As far as God is concerned, someone is unemployed if the person is not working for Him, said a Latin American mission leader at a global missions conference in Tokyo.

Many people argue that they have a job and have plenty of work, said Obed Alvarez, international director of the New World Mission Association in Peru. However, the landowner (God) is calling those standing idle to work for him, he pointed out as he read from Matthew 20 about the parable of the workers in the vineyard.

"We should understand that all are unemployed if we are not living out God's plan for us," said Alvarez at the Tokyo 2010 Global Missions Consultations this week. "It doesn't matter if you are a doctor, a senator or the president, you will always be idle as far as He is concerned if you don't have a part in missions."

The missiologist and church planter continued, "The president of the republic is just as idle as far as the Lord is concerned, if he is not doing anything to advance the missionary cause. What is his investiture worth if he is still a sinner and his destiny is hell?"

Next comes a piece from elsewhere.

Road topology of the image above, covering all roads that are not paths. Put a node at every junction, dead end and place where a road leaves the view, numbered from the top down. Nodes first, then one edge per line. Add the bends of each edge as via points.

Alvarez – who founded the Latin American School of Missiology, the first school of missions in Latin America – said people can have other jobs but they should have the identity that first and foremost they are a missionary.

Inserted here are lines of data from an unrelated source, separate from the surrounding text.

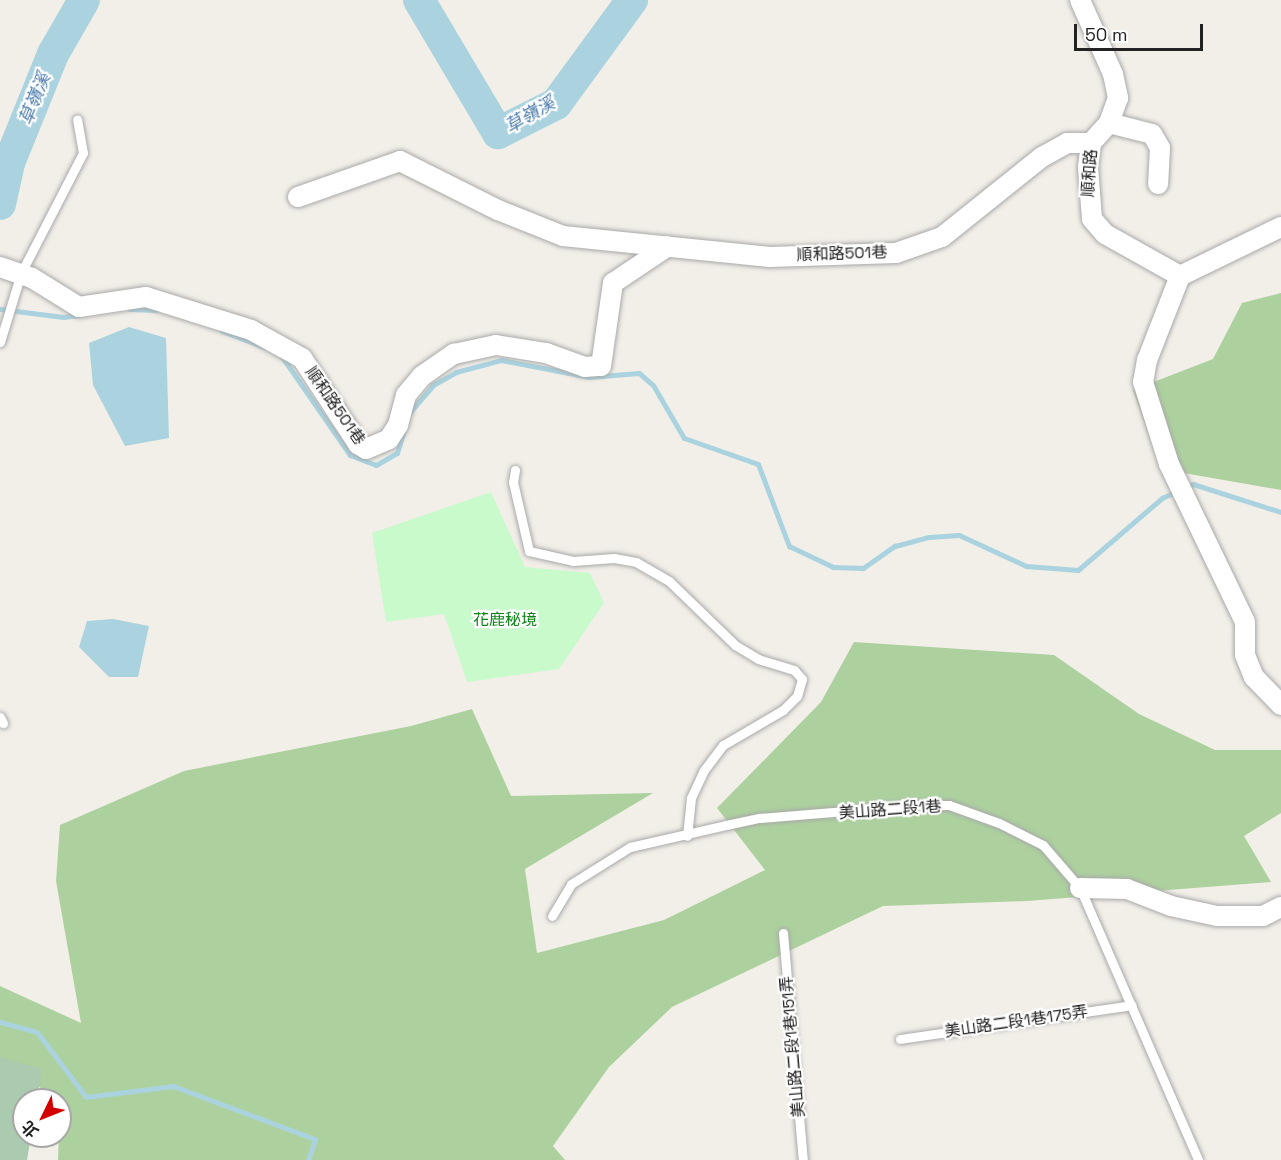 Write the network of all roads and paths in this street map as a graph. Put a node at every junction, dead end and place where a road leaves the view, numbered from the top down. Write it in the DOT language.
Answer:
graph roads {
  1 [pos="1080,0"];
  2 [pos="77,120"];
  3 [pos="1109,123"];
  4 [pos="1091,143"];
  5 [pos="1158,184"];
  6 [pos="298,197"];
  7 [pos="1281,227"];
  8 [pos="668,246"];
  9 [pos="0,267"];
  10 [pos="21,273"];
  11 [pos="1180,276"];
  12 [pos="0,342"];
  13 [pos="515,470"];
  14 [pos="1281,705"];
  15 [pos="687,836"];
  16 [pos="1080,888"];
  17 [pos="1281,907"];
  18 [pos="552,916"];
  19 [pos="783,933"];
  20 [pos="1132,1005"];
  21 [pos="900,1039"];
  22 [pos="803,1160"];
  23 [pos="1198,1160"];
  1 -- 3 [label="street, 順和路"];
  2 -- 10 [label="lane"];
  3 -- 4 [label="street, 順和路"];
  3 -- 5 [label="street"];
  4 -- 8 [label="street, 順和路501巷"];
  4 -- 11 [label="street, 順和路"];
  6 -- 8 [label="street, 順和路501巷"];
  7 -- 11 [label="street"];
  8 -- 10 [label="street, 順和路501巷"];
  9 -- 10 [label="street, 順和路501巷"];
  10 -- 12 [label="lane"];
  11 -- 14 [label="street"];
  13 -- 15 [label="lane"];
  15 -- 16 [label="lane, 美山路二段1巷"];
  15 -- 18 [label="lane, 美山路二段1巷"];
  16 -- 17 [label="street"];
  16 -- 20 [label="lane, 美山路二段1巷"];
  19 -- 22 [label="lane, 美山路二段1巷151弄"];
  20 -- 21 [label="lane, 美山路二段1巷175弄"];
  20 -- 23 [label="lane, 美山路二段1巷"];
}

During his presentation the missiologist pointed out five periods of missionary movements. The first is the Messianic Missionary Movement that is likened to the biblical account of people hired by the landowner at 6 a.m. The Bible records that Peter and Andrew were busy fishing when Jesus called them. In Jesus' eyes, the brothers were idle. Similarly, Matthew was a busy tax collector, but Jesus considered him idle and hired him too. It was through these Jewish Christians that the early missionary work was done.

Next came the Western Missionary Movement that is likened to those hired at the third hour, 9 a.m. After the Jewish Christians, the Gospel went to the Europeans who carried the Gospel to different continents of the world.

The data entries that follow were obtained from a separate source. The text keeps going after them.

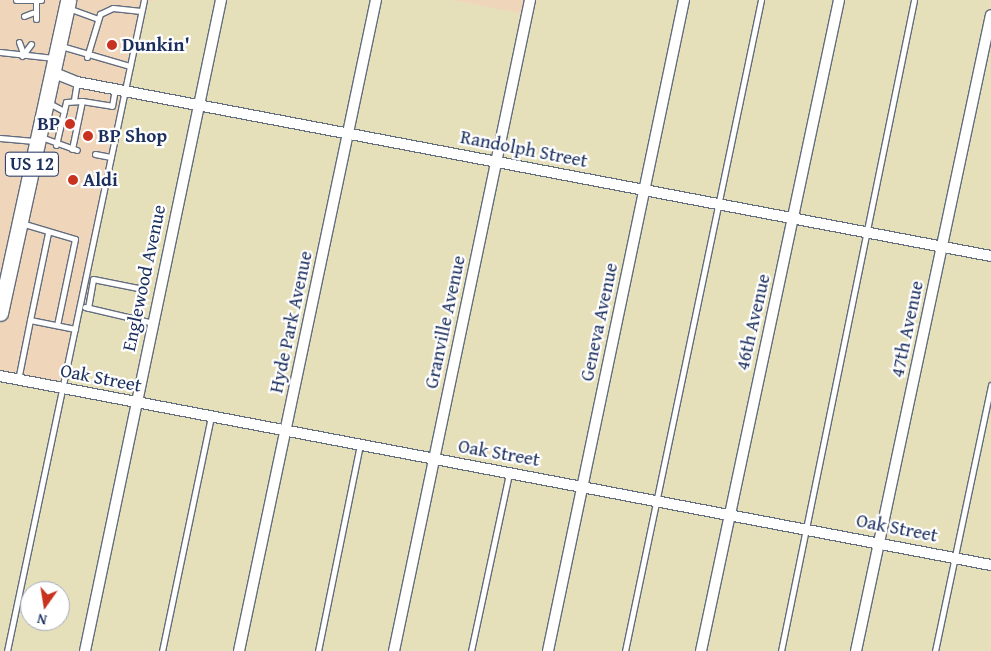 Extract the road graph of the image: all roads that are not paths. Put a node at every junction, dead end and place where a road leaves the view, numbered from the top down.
1 (16, 0) edge
2 (36, 0) edge
3 (41, 0) edge
4 (144, 0) edge
5 (221, 0) edge
6 (376, 0) edge
7 (530, 0) edge
8 (684, 0) edge
9 (761, 0) edge
10 (839, 0) edge
11 (914, 0) edge
12 (67, 3) edge
13 (141, 11) junction
14 (32, 14) junction
15 (991, 15) edge
16 (24, 16) dead end
17 (96, 18) junction
18 (36, 19) dead end
19 (19, 42) dead end
20 (31, 44) dead end
21 (0, 52) edge
22 (22, 54) junction
23 (88, 57) junction
24 (55, 58) junction
25 (130, 66) junction
26 (77, 82) junction
27 (120, 90) junction
28 (74, 100) junction
29 (82, 101) junction
30 (46, 102) junction
31 (199, 105) junction
32 (64, 110) junction
33 (348, 133) junction
34 (0, 138) edge
35 (38, 138) junction
36 (56, 145) junction
37 (94, 154) dead end
38 (111, 157) junction
39 (496, 161) junction
40 (644, 189) junction
41 (718, 203) junction
42 (794, 217) junction
43 (20, 222) junction
44 (48, 233) junction
45 (867, 233) junction
46 (943, 247) junction
47 (991, 256) edge
48 (2, 293) edge
49 (79, 306) junction
50 (88, 308) junction
51 (0, 313) edge
52 (137, 319) junction
53 (30, 320) junction
54 (153, 323) junction
55 (57, 325) junction
56 (74, 329) junction
57 (0, 376) edge
58 (18, 380) junction
59 (991, 385) edge
60 (62, 388) junction
61 (137, 402) junction
62 (212, 416) junction
63 (286, 430) junction
64 (360, 444) junction
65 (434, 459) junction
66 (509, 472) junction
67 (583, 486) junction
68 (657, 501) junction
69 (728, 514) junction
70 (806, 529) junction
71 (878, 542) junction
72 (955, 557) junction
73 (991, 564) edge
74 (7, 651) edge
75 (85, 651) edge
76 (162, 651) edge
77 (239, 651) edge
78 (318, 651) edge
79 (394, 651) edge
80 (471, 651) edge
81 (548, 651) edge
82 (625, 651) edge
83 (701, 651) edge
84 (781, 651) edge
85 (856, 651) edge
86 (935, 651) edge

1 - 2 lane
2 - 3 lane
2 - 14 lane
4 - 13 lane
5 - 31 street, Englewood Avenue
6 - 33 street, Hyde Park Avenue
7 - 39 street, Granville Avenue
8 - 40 street, Geneva Avenue
9 - 41 lane
10 - 42 street, 46th Avenue
11 - 45 lane
12 - 17 lane
12 - 24 main road, US 12
13 - 17 lane
13 - 25 lane
14 - 16 lane
14 - 18 lane
15 - 46 street, 47th Avenue
17 - 23 lane
19 - 22 lane
20 - 22 lane
21 - 22 lane
22 - 24 lane
23 - 24 lane
23 - 25 lane
24 - 26 street, Randolph Street
24 - 30 main road, US 12
25 - 27 lane
26 - 27 street, Randolph Street
26 - 28 lane
27 - 29 lane
27 - 31 street, Randolph Street
27 - 38 lane
28 - 29 lane
28 - 32 lane
29 - 36 lane
30 - 32 lane
30 - 35 main road, US 12
31 - 33 street, Randolph Street
31 - 54 street, Englewood Avenue
32 - 36 lane
33 - 39 street, Randolph Street
33 - 63 street, Hyde Park Avenue
34 - 35 lane
35 - 36 lane
35 - 43 main road, US 12
37 - 38 lane
38 - 49 lane
39 - 40 street, Randolph Street
39 - 65 street, Granville Avenue
40 - 41 street, Randolph Street
40 - 67 street, Geneva Avenue
41 - 42 street, Randolph Street
41 - 68 lane
42 - 45 street, Randolph Street
42 - 69 street, 46th Avenue
43 - 44 lane
43 - 48 main road, US 12
44 - 53 lane
44 - 55 lane
45 - 46 street, Randolph Street
45 - 70 lane
46 - 47 street, Randolph Street
46 - 71 street, 47th Avenue
48 - 51 main road, US 12
49 - 50 lane
49 - 56 lane
50 - 52 lane
50 - 52 lane
52 - 54 lane
53 - 55 lane
53 - 58 lane
54 - 61 street, Englewood Avenue
55 - 56 lane
56 - 60 lane
57 - 58 street, Oak Street
58 - 60 street, Oak Street
59 - 72 lane
60 - 61 street, Oak Street
60 - 74 lane
61 - 62 street, Oak Street
61 - 75 street, Englewood Avenue
62 - 63 street, Oak Street
62 - 76 lane
63 - 64 street, Oak Street
63 - 77 street, Hyde Park Avenue
64 - 65 street, Oak Street
64 - 78 lane
65 - 66 street, Oak Street
65 - 79 street, Granville Avenue
66 - 67 street, Oak Street
66 - 80 lane
67 - 68 street, Oak Street
67 - 81 street, Geneva Avenue
68 - 69 street, Oak Street
68 - 82 lane
69 - 70 street, Oak Street
69 - 83 street, 46th Avenue
70 - 71 street, Oak Street
70 - 84 lane
71 - 72 street, Oak Street
71 - 85 street, 47th Avenue
72 - 73 street, Oak Street
72 - 86 lane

The third period is the British Missionary Movement, which went out at the sixth hour, 12 p.m. For 250 years, Alvarez noted, the English were responsible for spreading the Gospel throughout the world. From this movement came Hudson Taylor, who brought Christianity to China; William Carey, the missionary to India; and John Wesley, who is credited for the Methodism movement of Christianity in a number of denominations.

Period four is the North American Missionary Movement that began at the ninth hour, 3 p.m.

"This new group did one of the greatest missionary works of the last ten decades of the 20th century," remarked Alvarez, who noted that Pentecostal, Assemblies of God and independent charismatic churches came out of this movement.

But since the 1960s the once fervent missionary spirit and enthusiasm for the Gospel in North America has declined because of secularism and liberalism.

And today's period is the New Renewal Missionary Movement that started at the11th hour, 5 p.m.

"At this time He goes out to look for more workers and He sees the Third World, and He choose them and He passes the missionary torch to them," Alvarez said. "Missionaries have traditionally gone out from the North, the East and the West but never have there been missionaries going out from the Southern Hemisphere. And, what a coincidence, that is where we find the countries of the Third World."

The New Missionary Movement began in the 1970s with Asian believers. Then in the 1980s Africans joined, and in the 1990s Latin Americans took part in the movement. Alvarez said in the year 2000, Middle Eastern countries became part of the movement. Already from the Middle East there are 500,000 missionaries working full time in more than 1,000 different languages.

"We are now in the eleventh hour, where no one is concerned who is first or last and we are sure the Lord of the Harvest will pay all of us the same way," said the Latin American missiologist.

The Tokyo 2010 Global Missions Consultations opened on Tuesday and concluded Friday evening. More than 2,000 mission leaders representing 140 countries gathered in Tokyo for the major conference aimed at uniting Protestant mission agencies and leaders in an effort to better fulfill the Great Commission as one body.

Tokyo 2010 coincides with the 100th anniversary of the Edinburgh meeting – the first-ever global missions conference. During the Tokyo conference, mission leaders as well as the public celebrated the advances in missions within the past 100 years and honored Christian martyrs.